April 6th, 2038
Bridgette does not pace. She is not a pacer. She is a scientist, a mathematician, and an astrophysicist. She does not fidget, does not waste energy on unnecessary movement, does not waste words on things that do not require saying.
And yet, she is pacing. She is messing with her long ponytail, combing it out with her fingers.
Gianna, meanwhile, is not pacing. Gianna is lounging on their bed in nothing but a tank top and boyshorts, flipping a stress ball in one hand, watching her wife walk a path into the floor.
"You're going to wear a hole in the fuckin' carpet," Gianna comments, twisting onto her side, grinning in that lazy way that makes Bridgette want to throttle her.
Bridgette shoots her a look. "I should be the one saying that to you. You are defending a dissertation tomorrow. You, Gianna. Not me. You. And yet, here you are--sprawled out like an undergrad stoner in a philosophy class."
Gianna smirks. "You should hear how I define consciousness."

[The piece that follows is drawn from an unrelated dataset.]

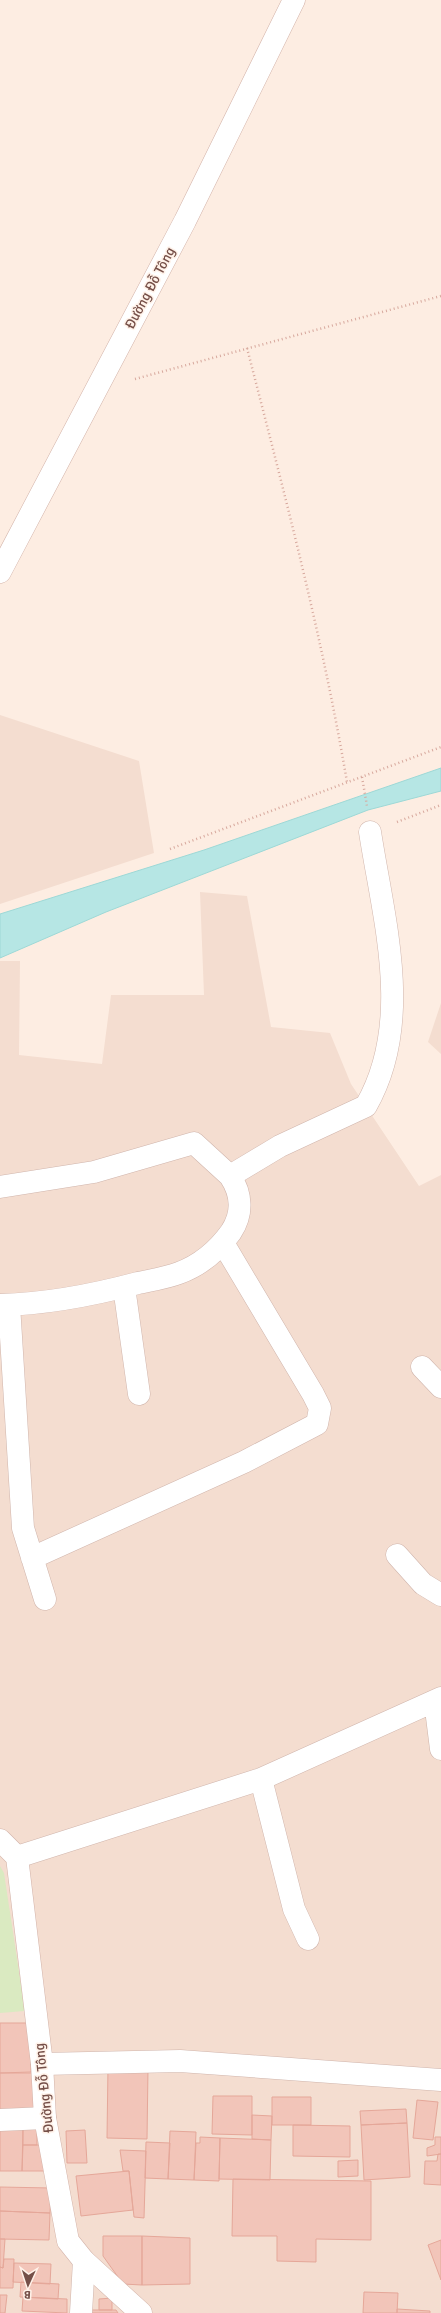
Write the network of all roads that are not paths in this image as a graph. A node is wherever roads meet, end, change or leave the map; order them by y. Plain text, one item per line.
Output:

Bridgette pinches the bridge of her nose. "God help me."
"God has nothing to do with it," Gianna says cheerfully. "But the Higgs Field as a resistor to time? That's the real shit, babe."
Bridgette groans. "Gigi, you realize this is career suicide, right?"
Gianna flips onto her back, stretching. "Not if I'm right."
"You're not right."
Gianna props herself up on one elbow. "Okay, but what if I am?"
Bridgette stares at her. "You are seriously about to stand in front of a panel of physicists, some of whom have tenure, and argue that time isn't some inherent property of the universe, but is instead a byproduct of the Higgs Field's resistance? That light speed isn't a constant, but rather an artifact of 'DeLuca Drag'? That gravity itself is just a second-order effect of that resistance?"
Gianna grins. "Yeah, babe. I'm gonna argue exactly that."
Bridgette closes her eyes. "Jesus Christ."
Gianna laughs. "You should see the fuckin' equations. Beautiful shit. Like poetry. You wanna look?"
Bridgette throws up her hands. "No! No, I do not want to look at your nonsense equations!"
Gianna pretends to be hurt. "Oh, so now my work is nonsense? That's what you think of me?"
Bridgette presses her fingertips to her temples. "I think you're a crank, Gigi. I think you're a brilliant, infuriating, ridiculous crank. And I think you're about to go in there tomorrow and get laughed out of the goddamn building."
Gianna rolls onto her stomach, chin propped on her hands. "You're worried about me."
Bridgette glares. "Of course I'm worried about you! You're my wife, you absolute menace!"
Gianna grins wider. "You love it."
Bridgette does not dignify that with a response. Instead, she marches over to the desk, grabs Gianna's laptop, and slams it down in front of her. "At least pretend to be serious for five minutes. Go over your defense."